Version 1.0

Privacy Notice

Taal's Friend Loyalty Program

Everybody Taal B.V. KvK nr. 96939060
01

Who is responsible for your data

Everybody Taal B.V., trading as Taal Coffee & More, registered with the Dutch Chamber of Commerce (KvK) under number 96939060, J.J. Cremerplein 34, 1054 TL Amsterdam, the Netherlands ("Taal", "we"), is the controller for the personal data processed in connection with the Taal's Friend loyalty program.

For any questions or requests about your data, contact us at taal.coffee@gmail.com.

We use Tap2 B.V. as our service provider to run the digital loyalty card platform. Tap2's supplementary end-customer privacy notice is available at tap2.ai/end-customer-privacy-notice.

02

What data we collect – and what we deliberately don't

We keep the program data-minimal. We process:

  • Your email address, provided at signup
  • Your marketing preference (whether you ticked the optional consent box)
  • A card identifier and your stamps, rewards, and redemption history
  • Technical information needed by Apple Wallet or Google Wallet to issue and update your card, and basic notification interaction data

We do not collect:

  • Your name
  • Payment card details
  • What you purchased item-by-item
  • Your location

Your bank or payment provider is not connected to the loyalty card in any way.

03

Why we use your data and on what legal basis

Purpose Data used Legal basis (Art. 6 GDPR)
Operating the loyalty program: issuing your card, recording stamps, enabling rewards Email address, card identifier, stamps and rewards balance Performance of a contract (Art. 6(1)(b))
Service communications: stamp/reward updates, changes to the program or these documents Email address, card identifier Performance of a contract; legitimate interest (Art. 6(1)(b), (f))
Marketing: promotional wallet notifications and emails about offers and news Email address, card identifier Your consent (Art. 6(1)(a)) – only if you ticked the box at signup; withdrawable at any time
Fraud prevention and security Card identifier, stamp activity, technical logs Legitimate interest (Art. 6(1)(f))
Aggregated analytics to understand program use (e.g., how many rewards are redeemed) Aggregated or pseudonymized usage data Legitimate interest (Art. 6(1)(f))
Compliance with legal obligations (e.g., handling rights requests) Relevant records Legal obligation (Art. 6(1)(c))

Where we rely on legitimate interest, you have the right to object (see section 8).
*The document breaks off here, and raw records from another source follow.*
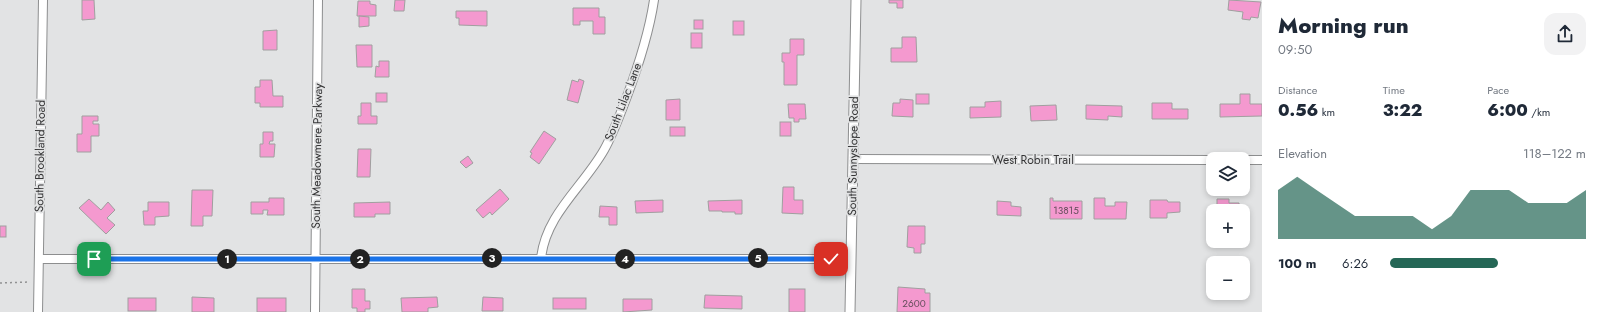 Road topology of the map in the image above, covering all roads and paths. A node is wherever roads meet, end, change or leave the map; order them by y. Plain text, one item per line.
1 (43, 0) edge
2 (318, 0) edge
3 (654, 0) edge
4 (856, 0) edge
5 (853, 159) junction
6 (1206, 160) edge
7 (1250, 160) edge
8 (1262, 160) edge
9 (541, 258) junction
10 (39, 259) junction
11 (316, 259) junction
12 (851, 259) junction
13 (39, 282) junction
14 (0, 283) edge
15 (38, 312) edge
16 (314, 312) edge
17 (850, 312) edge

1 - 10 street, South Brookland Road
2 - 11 street, South Meadowmere Parkway
3 - 9 street, South Lilac Lane
4 - 5 street, South Sunnyslope Road
5 - 6 street, West Robin Trail
5 - 12 street, South Sunnyslope Road
7 - 8 street
9 - 11 street
9 - 12 street
10 - 11 street
10 - 13 street, South Brookland Road
11 - 16 street, South Meadowmere Parkway
12 - 17 street, South Sunnyslope Road
13 - 14 path
13 - 15 street, South Brookland Road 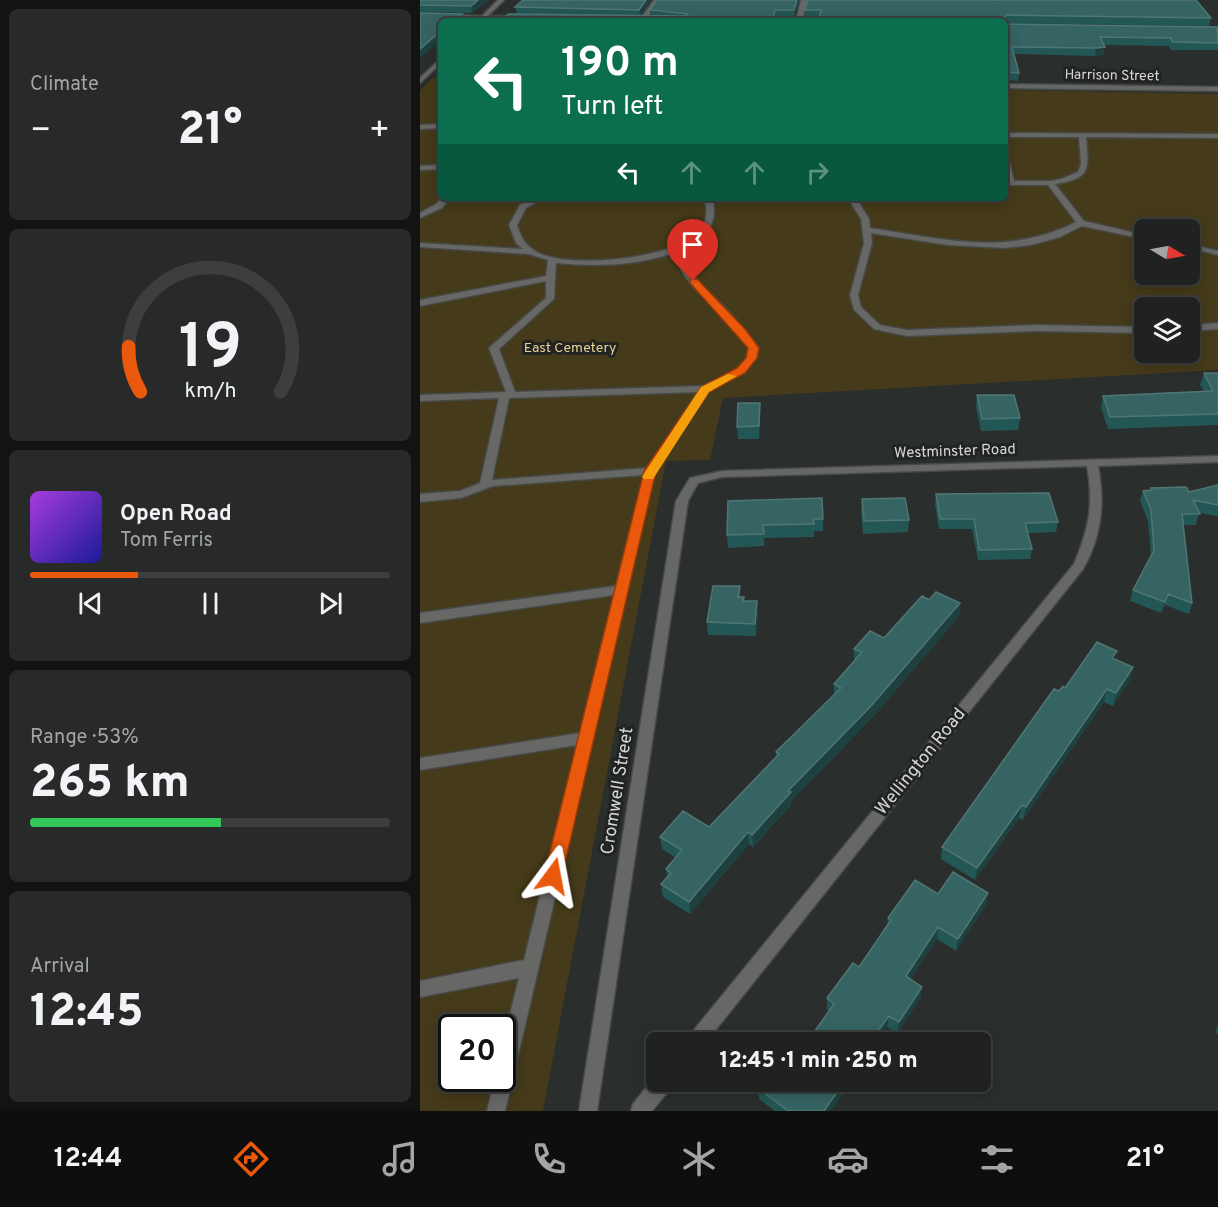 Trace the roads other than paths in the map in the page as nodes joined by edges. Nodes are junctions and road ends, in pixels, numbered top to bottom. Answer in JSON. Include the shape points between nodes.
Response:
{"nodes":[{"id":1,"x":501,"y":0,"type":"edge"},
{"id":2,"x":657,"y":0,"type":"edge"},
{"id":3,"x":804,"y":0,"type":"edge"},
{"id":4,"x":420,"y":16,"type":"edge"},
{"id":5,"x":461,"y":18,"type":"edge"},
{"id":6,"x":483,"y":18,"type":"edge"},
{"id":7,"x":644,"y":18,"type":"edge"},
{"id":8,"x":800,"y":18,"type":"edge"},
{"id":9,"x":438,"y":63,"type":"edge"},
{"id":10,"x":427,"y":74,"type":"junction"},
{"id":11,"x":438,"y":75,"type":"edge"},
{"id":12,"x":420,"y":81,"type":"edge"},
{"id":13,"x":1008,"y":86,"type":"edge"},
{"id":14,"x":1218,"y":89,"type":"edge"},
{"id":15,"x":438,"y":126,"type":"edge"},
{"id":16,"x":420,"y":127,"type":"edge"},
{"id":17,"x":1008,"y":135,"type":"edge"},
{"id":18,"x":1082,"y":136,"type":"junction"},
{"id":19,"x":1218,"y":136,"type":"edge"},
{"id":20,"x":424,"y":168,"type":"edge"},
{"id":21,"x":438,"y":177,"type":"edge"},
{"id":22,"x":1008,"y":183,"type":"edge"},
{"id":23,"x":1050,"y":183,"type":"junction"},
{"id":24,"x":443,"y":201,"type":"edge"},
{"id":25,"x":534,"y":201,"type":"edge"},
{"id":26,"x":708,"y":201,"type":"edge"},
{"id":27,"x":854,"y":201,"type":"edge"},
{"id":28,"x":420,"y":216,"type":"edge"},
{"id":29,"x":1081,"y":223,"type":"junction"},
{"id":30,"x":867,"y":230,"type":"junction"},
{"id":31,"x":1134,"y":235,"type":"edge"},
{"id":32,"x":420,"y":245,"type":"edge"},
{"id":33,"x":683,"y":247,"type":"junction"},
{"id":34,"x":1200,"y":248,"type":"edge"},
{"id":35,"x":536,"y":253,"type":"junction"},
{"id":36,"x":1218,"y":253,"type":"edge"},
{"id":37,"x":552,"y":258,"type":"junction"},
{"id":38,"x":550,"y":278,"type":"junction"},
{"id":39,"x":420,"y":303,"type":"edge"},
{"id":40,"x":1218,"y":326,"type":"edge"},
{"id":41,"x":1200,"y":327,"type":"edge"},
{"id":42,"x":1134,"y":330,"type":"edge"},
{"id":43,"x":705,"y":389,"type":"junction"},
{"id":44,"x":508,"y":396,"type":"junction"},
{"id":45,"x":420,"y":398,"type":"edge"},
{"id":46,"x":1218,"y":459,"type":"edge"},
{"id":47,"x":1092,"y":463,"type":"junction"},
{"id":48,"x":650,"y":471,"type":"junction"},
{"id":49,"x":694,"y":480,"type":"joint"},
{"id":50,"x":485,"y":486,"type":"junction"},
{"id":51,"x":420,"y":498,"type":"edge"},
{"id":52,"x":621,"y":590,"type":"junction"},
{"id":53,"x":420,"y":618,"type":"edge"},
{"id":54,"x":586,"y":738,"type":"junction"},
{"id":55,"x":420,"y":764,"type":"edge"},
{"id":56,"x":531,"y":967,"type":"junction"},
{"id":57,"x":420,"y":989,"type":"edge"},
{"id":58,"x":703,"y":1032,"type":"edge"},
{"id":59,"x":655,"y":1092,"type":"edge"},
{"id":60,"x":496,"y":1111,"type":"edge"},
{"id":61,"x":588,"y":1111,"type":"edge"},
{"id":62,"x":640,"y":1111,"type":"edge"}],
"edges":[{"from":1,"to":6,"type":"street"},
{"from":2,"to":7,"type":"street"},
{"from":3,"to":8,"type":"street"},
{"from":4,"to":5,"type":"street"},
{"from":9,"to":10,"type":"street"},
{"from":10,"to":11,"type":"street"},
{"from":10,"to":12,"type":"street"},
{"from":13,"to":14,"type":"street","name":"Harrison Street"},
{"from":15,"to":16,"type":"street"},
{"from":17,"to":18,"type":"street"},
{"from":18,"to":19,"type":"street"},
{"from":18,"to":23,"type":"street","via":[[1085,164],[1081,173],[1063,182]]},
{"from":20,"to":21,"type":"street"},
{"from":22,"to":23,"type":"street"},
{"from":23,"to":29,"type":"street"},
{"from":24,"to":28,"type":"street"},
{"from":25,"to":35,"type":"street","via":[[523,207],[513,225],[520,244]]},
{"from":26,"to":33,"type":"street","via":[[705,233]]},
{"from":27,"to":30,"type":"street"},
{"from":29,"to":30,"type":"street","via":[[1048,239],[990,244]]},
{"from":29,"to":31,"type":"street"},
{"from":30,"to":42,"type":"street","via":[[867,252],[854,295],[858,308],[877,327],[907,333],[1037,328]]},
{"from":32,"to":35,"type":"street"},
{"from":33,"to":37,"type":"street","via":[[612,263],[569,263]]},
{"from":33,"to":43,"type":"street","via":[[683,265],[693,281],[754,348],[752,358],[741,371]]},
{"from":34,"to":36,"type":"street"},
{"from":35,"to":37,"type":"street"},
{"from":37,"to":38,"type":"street"},
{"from":38,"to":39,"type":"street"},
{"from":38,"to":44,"type":"street","via":[[550,299],[494,348]]},
{"from":40,"to":41,"type":"street"},
{"from":43,"to":44,"type":"street"},
{"from":43,"to":48,"type":"street"},
{"from":44,"to":45,"type":"street"},
{"from":44,"to":50,"type":"street"},
{"from":46,"to":47,"type":"street","name":"Westminster Road"},
{"from":47,"to":49,"type":"street","name":"Westminster Road","via":[[722,474]]},
{"from":47,"to":58,"type":"street","name":"Wellington Road","via":[[1098,492],[1096,526],[1079,566]]},
{"from":48,"to":50,"type":"street"},
{"from":48,"to":52,"type":"street"},
{"from":49,"to":61,"type":"street","name":"Cromwell Street","via":[[682,501]]},
{"from":50,"to":51,"type":"street","via":[[461,494]]},
{"from":52,"to":53,"type":"street"},
{"from":52,"to":54,"type":"street"},
{"from":54,"to":55,"type":"street"},
{"from":54,"to":56,"type":"street"},
{"from":56,"to":57,"type":"street"},
{"from":56,"to":60,"type":"street"},
{"from":59,"to":62,"type":"street"}]}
We never use your data for automated decision-making with legal or similarly significant effects.

04

Location and notifications – how this actually works

Your digital card can appear on your lock screen when you are near a Taal location. This works through a built-in feature of Apple Wallet and Google Wallet: the locations of our cafés are stored on the card, and your own device compares them with its position. This happens entirely on your device.

You are always in control of notifications:

  1. Apple Wallet: open the card, tap the "…" button, switch off "Allow Notifications"
  2. Google Wallet: open the card, tap the menu, and disable notifications for this pass
  3. Promotional emails: use the unsubscribe link in any email, or contact us
  4. Everything at once: remove the card from your wallet – this ends participation and all notifications
05

Who receives your data

  • Tap2 B.V. — operates the loyalty platform on our behalf under a data processing agreement, and with Tap2's vetted subprocessors (such as cloud hosting and notification delivery providers; the current list is published at tap2.ai/subprocessors)
  • Apple and Google — process technical data needed to host the card in your wallet under their own terms and privacy policies, as independent providers of the wallet service

Where data is transferred outside the European Economic Area, this takes place on the basis of the European Commission's Standard Contractual Clauses, supplemented by additional safeguards where required. We do not sell your data and do not share it with third parties for their own marketing.

06

How long we keep your data

Loyalty data (email, card, stamps)

For as long as you participate. If your card is unused for 24 consecutive months, it is deactivated and your data is deleted or anonymized.

Marketing consent records

Until you withdraw consent, plus a limited record of the withdrawal itself to prove compliance.

Card removal or deletion request

Deletion within 30 days, unless a legal obligation requires limited retention.

Security and diagnostic logs

Only as long as necessary for security and troubleshooting.

07

Your rights

Under the GDPR (AVG) you have the right to:

Access your data
Have it corrected or deleted
Restrict or object to processing
Receive a copy in a portable format
Withdraw consent at any time
Object to direct marketing — we will stop immediately

To exercise any right, email us at taal.coffee@gmail.com or ask in-store; we respond within one month.

You also have the right to lodge a complaint with the Dutch data protection authority, the Autoriteit Persoonsgegevens (autoriteitpersoonsgegevens.nl), although we would appreciate the chance to resolve your concern first.

08

Changes to this notice

We may update this notice from time to time, for example when the program or the law changes. The current version is always available at taal.coffee/privacy and via your digital card. We will inform you of material changes through the card or by email.